WordPress Daily Prompt — Deplete
We’ve all done it, haven’t we? Said something we regret later. I am many things – a woman, a wife, a mother, a daughter, a sister, a colleague (at least I was until I retired), and a feminist. And, because of all that I am, I really should have known better. I should have. But I didn’t. And what was my transgression? I made a sexist joke. I made a joke about the inadequacies of men. At work. In my public (civil) service job; the public service being the very birthplace of political correctness. And the joke was made about my boss. In fact, I made the joke to my boss! My male boss!
And like the chauvinist pig that I am, I was the one who took offense when my sexism was called out. Yep, it sucked big time. I have been consumed with guilt ever since. So consumed with guilt that I must pay for my sins through a public outing. So I expect you all to tell me how atrociously I behaved.
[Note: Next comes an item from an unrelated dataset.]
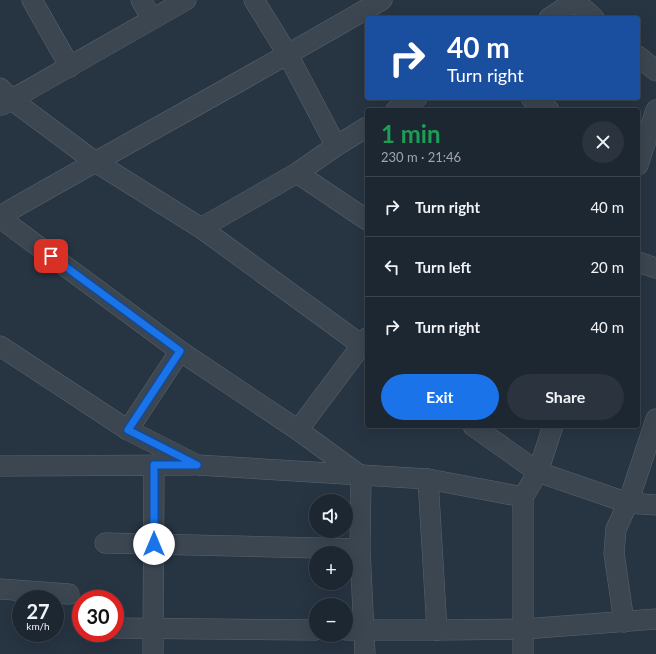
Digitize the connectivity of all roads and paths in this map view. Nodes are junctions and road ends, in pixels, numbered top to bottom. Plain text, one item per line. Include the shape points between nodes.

“So what happened?” I hear you ask. Or maybe, you are reading this and thinking, “No, best stop right there, Tracy.” The latter is generally what my children think. “Don’t go there, mum” is the way they’ve described it to me. I think you are starting to get the idea that the only place I’m going, is on a hiding to nowhere.
Now, where was I? Oh, right. My boss was giving me 50 million things to do, so I said to him, “Look Gary, can you please stop giving me more work. I’m like a bloke [Australian slang for man]. I can’t multi-task. I can only do one thing at a time.” Naturally I thought, clearly erroneously, that Gary would have heard the news reports that week about the research showing that multi-tasking actually reduced productivity, and that there was very little difference between the sexes on their capacity to multi-task.
Sometimes I’m too busy – for example, unscrambling my rambling thoughts – to notice other people’s reactions, but I distinctly noticed Gary’s sharp intake of breath. And then he admonished me for my inappropriate remark. He didn’t say it, but the message was clear – if he had said something equivalent, then he would have been in trouble for being sexist, so by implication I had better watch myself because I would be up on report if I continued with the sexist remarks. Not that I’m trying to excuse my unacceptable behaviour, but personally, I think he was over-reacting. Just a tad. I think I may have pricked his pride because his office wasn’t known among the team as the black hole for nothing.
I digress. I apologise profusely to my gentlemen readers. I’m embarrassed and full of remorse about the sexist remark. Did I think I could get away with it because I’m a woman? What was I thinking? Clearly, I wasn’t thinking at all. I can’t decide whether it was this incident or the time I called my boss a f**king idiot that spelled the end to my career aspirations. Admittedly, I was hypoglycaemic on that latter occasion. I do think diabetic hypos have depleted my brain cells, making me more prone to Foot in Mouth disease, and also sexism apparently.